From 10 pm to 3:30 am, Jason Thompson pulled out all the stops to allow Daniel Harms (Howard P. Lovecraft), Steven Kaye (Clark A. Smith), Gary Libby (Robert E. Howard), Robert Capelletto (Frank B. Long), Steven Harris (August W. Derleth) and Ben Farr (Robert Bloch), to become the Lovecraft Circle and have the time of our lives. I admit to feeling sorry for Jason every once and a while since we seemed to be having so much fun that the sense of terror didn't catch on for a while. But I assure Jason that it was there. Hidden under the jokes and absurdity, we were all hoping to stick it through to the end.
The highlights? Long's bad luck with his car that seemed to continuously become damaged, scratched and overworked; Robert Bloch's innocence as an eighteen-year-old in New York City for the first time, and the eventual placing of Bloch in a straight jacket because he kept getting into trouble; Lovecraft unexpectantly pulling out a thirty page essay on the danger and immorality of heroin use from his coat pocket; August Derleth's ego going out of control to the point of getting our heroes involved with a police corruption racket; Clark Ashton Smith's prophetic words as he got off the train that New York was a modern Babylon full of sin and corruption; and Robert E. Howard's dark depression suddenly expressing itself towards the end in a fist fight to the death with a supernatural entity that should not be!! And I imagine none there will ever forget that moment when the Lovecraft Circle, as a group, decided to lift a dead man up, stick his head out a window and move it around like a puppet. An event that should have caused an NPC who witnessed it to make a SAN check if it hadn't been for his already zero score.

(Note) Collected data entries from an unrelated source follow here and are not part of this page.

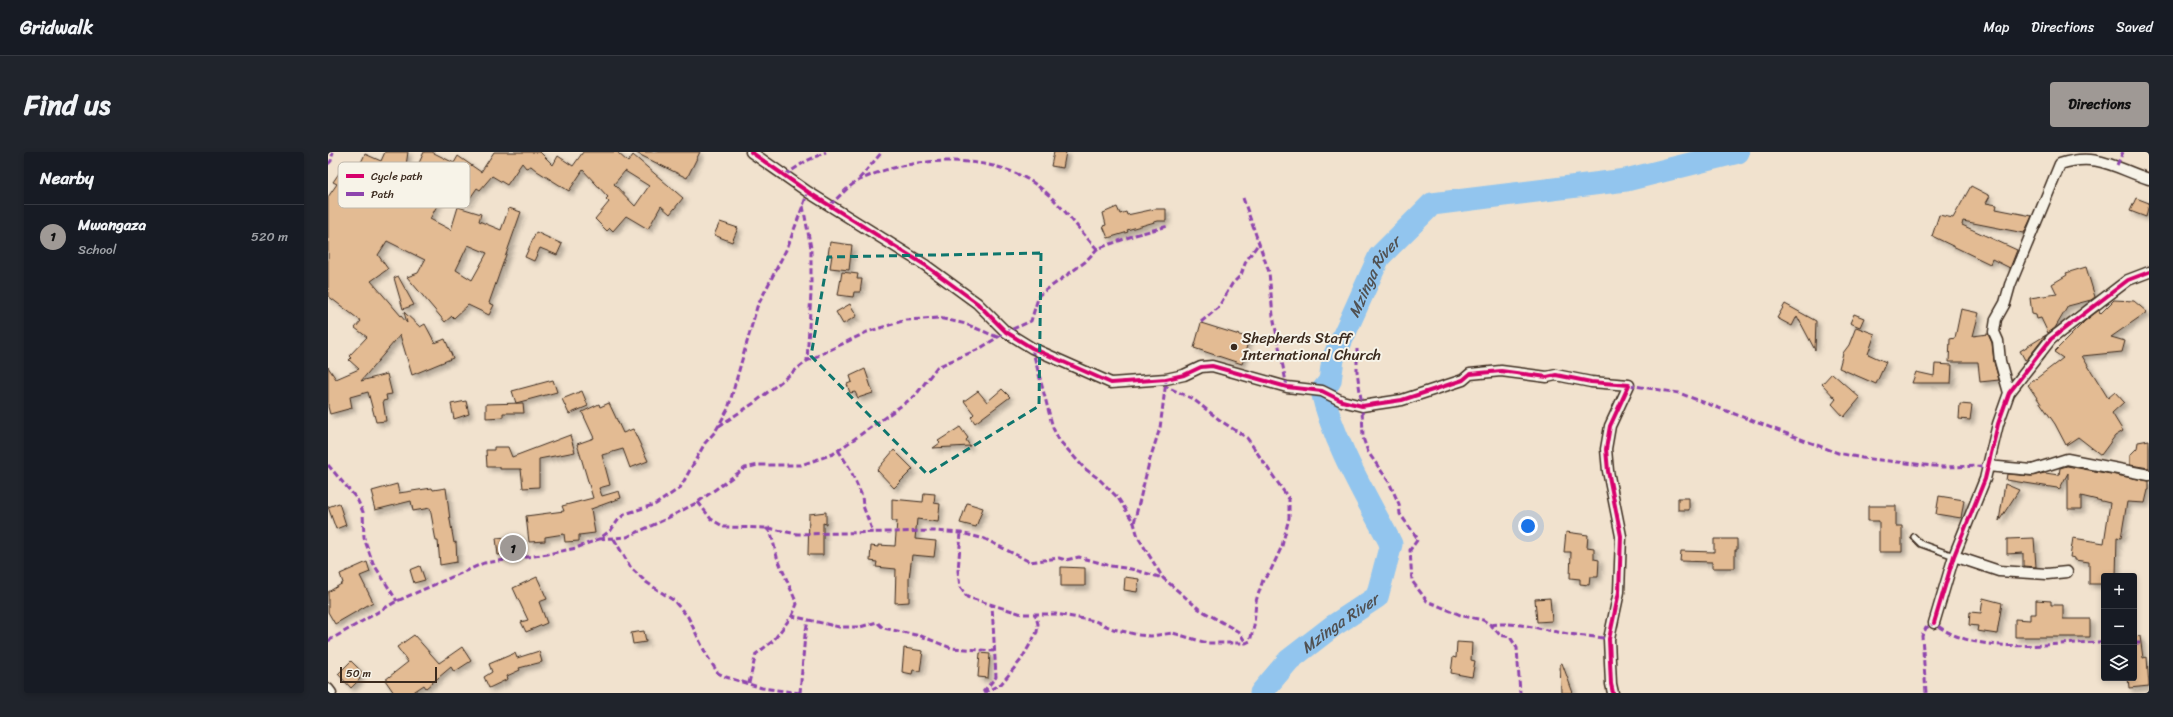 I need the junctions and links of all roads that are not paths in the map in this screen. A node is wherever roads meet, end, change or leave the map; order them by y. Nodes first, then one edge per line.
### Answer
1 (751, 152) edge
2 (2149, 178) edge
3 (2149, 272) edge
4 (2009, 393) junction
5 (1987, 466) junction
6 (2149, 475) edge
7 (1914, 537) dead end
8 (1954, 556) junction
9 (2067, 572) dead end
10 (1934, 623) dead end
11 (328, 689) edge
12 (331, 693) edge
13 (1613, 693) edge

1 - 13 street
2 - 4 street
3 - 4 street
4 - 5 street
5 - 6 street
5 - 8 street
7 - 8 lane
8 - 9 street
8 - 10 street
11 - 12 street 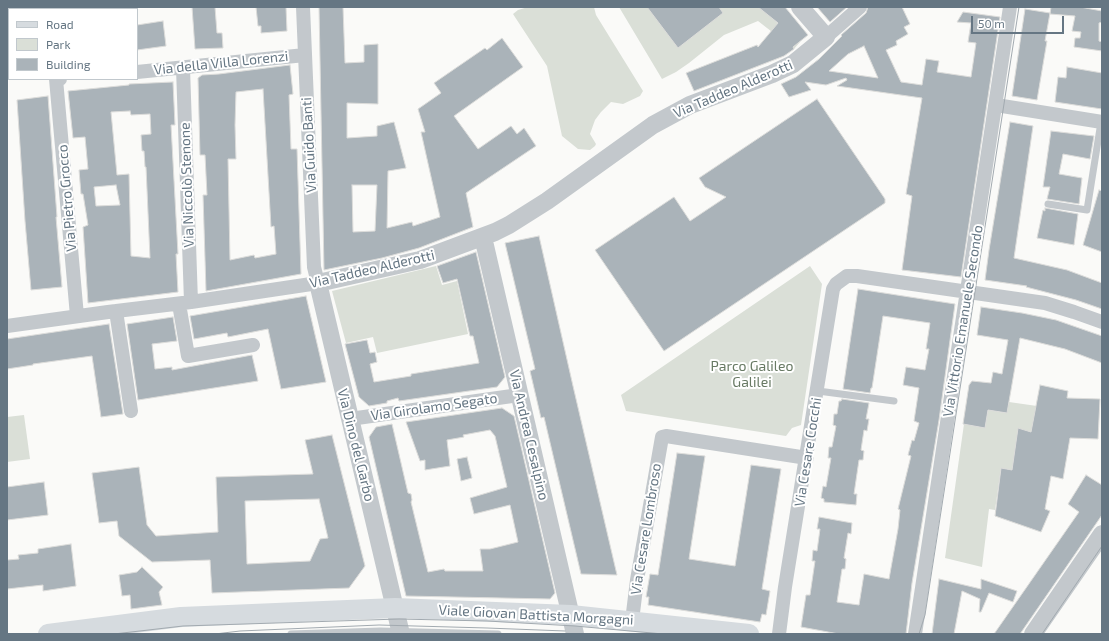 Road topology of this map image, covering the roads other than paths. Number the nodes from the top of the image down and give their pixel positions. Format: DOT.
graph roads {
  1 [pos="303,7"];
  2 [pos="800,7"];
  3 [pos="860,7"];
  4 [pos="1010,7"];
  5 [pos="826,37"];
  6 [pos="305,55"];
  7 [pos="183,68"];
  8 [pos="138,72"];
  9 [pos="56,80"];
  10 [pos="996,105"];
  11 [pos="1102,122"];
  12 [pos="1048,204"];
  13 [pos="483,237"];
  14 [pos="318,283"];
  15 [pos="967,293"];
  16 [pos="185,303"];
  17 [pos="116,311"];
  18 [pos="77,316"];
  19 [pos="1102,322"];
  20 [pos="7,326"];
  21 [pos="253,345"];
  22 [pos="818,391"];
  23 [pos="519,394"];
  24 [pos="894,401"];
  25 [pos="131,412"];
  26 [pos="350,418"];
  27 [pos="807,458"];
  28 [pos="1102,534"];
  29 [pos="395,608"];
  30 [pos="632,621"];
  31 [pos="573,625"];
  32 [pos="400,632"];
  33 [pos="48,634"];
  34 [pos="291,634"];
  35 [pos="498,634"];
  36 [pos="749,634"];
  37 [pos="779,634"];
  38 [pos="915,634"];
  39 [pos="1033,634"];
  1 -- 6 [label="street, Via Guido Banti"];
  2 -- 5 [label="street"];
  3 -- 5 [label="street, Via Taddeo Alderotti"];
  4 -- 10 [label="street, Via Vittorio Emanuele Secondo"];
  5 -- 13 [label="street, Via Taddeo Alderotti"];
  6 -- 7 [label="street, Via della Villa Lorenzi"];
  6 -- 14 [label="street, Via Guido Banti"];
  7 -- 8 [label="street, Via della Villa Lorenzi"];
  7 -- 16 [label="street, Via Niccolò Stenone"];
  9 -- 18 [label="street, Via Pietro Grocco"];
  10 -- 11 [label="street"];
  10 -- 15 [label="street, Via Vittorio Emanuele Secondo"];
  11 -- 12 [label="lane"];
  13 -- 14 [label="street, Via Taddeo Alderotti"];
  13 -- 23 [label="street, Via Andrea Cesalpino"];
  14 -- 16 [label="street, Via Taddeo Alderotti"];
  14 -- 26 [label="street, Via Dino del Garbo"];
  15 -- 19 [label="street"];
  15 -- 22 [label="street, Via Cesare Cocchi"];
  15 -- 38 [label="street, Via Vittorio Emanuele Secondo"];
  16 -- 17 [label="street, Via Taddeo Alderotti"];
  16 -- 21 [label="street, Via Niccolò Stenone"];
  17 -- 18 [label="street, Via Taddeo Alderotti"];
  17 -- 25 [label="street"];
  18 -- 20 [label="street, Via Taddeo Alderotti"];
  22 -- 24 [label="lane"];
  22 -- 27 [label="street, Via Cesare Cocchi"];
  23 -- 26 [label="street, Via Girolamo Segato"];
  23 -- 31 [label="street, Via Andrea Cesalpino"];
  26 -- 29 [label="street, Via Dino del Garbo"];
  27 -- 30 [label="street, Via Cesare Lombroso"];
  27 -- 37 [label="street, Via Cesare Cocchi"];
  28 -- 39 [label="street"];
  29 -- 31 [label="main road, Viale Giovan Battista Morgagni"];
  29 -- 32 [label="street"];
  29 -- 33 [label="main road, Viale Giovan Battista Morgagni"];
  30 -- 31 [label="main road, Viale Giovan Battista Morgagni"];
  30 -- 36 [label="main road, Viale Giovan Battista Morgagni"];
  32 -- 34 [label="lane, Viale Giovan Battista Morgagni"];
  32 -- 35 [label="lane, Viale Giovan Battista Morgagni"];
}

The best part is that everyone stayed in character and did everything that seemed reasonable at the time. Brilliant music and atmospheric pictures/maps. Bravo Mr. Thompson! Bravo!!
For those curious: Smith & Howard went insane. Long, Derleth and Bloch died. Lovecraft came through without a scratch and died a few years later of natural causes.
I'm proud to say that I gave one of the many best quotes of the evening. As Derleth finds himself thrown up against the wall by a shotgun blast, his dying words are announced loud with a shrill scream, "I never wrote any of my works!"
Another great quote was when confronted by Lucky Luciano, Lovecraft agreed with him that ghosts could exist. After the gangsters left, he turned to Derleth and stated, "And don't you think I've compromised my principles, you self-blinded little earth-gazer!"
It shouldn't be surprising that we went to bed soon after this.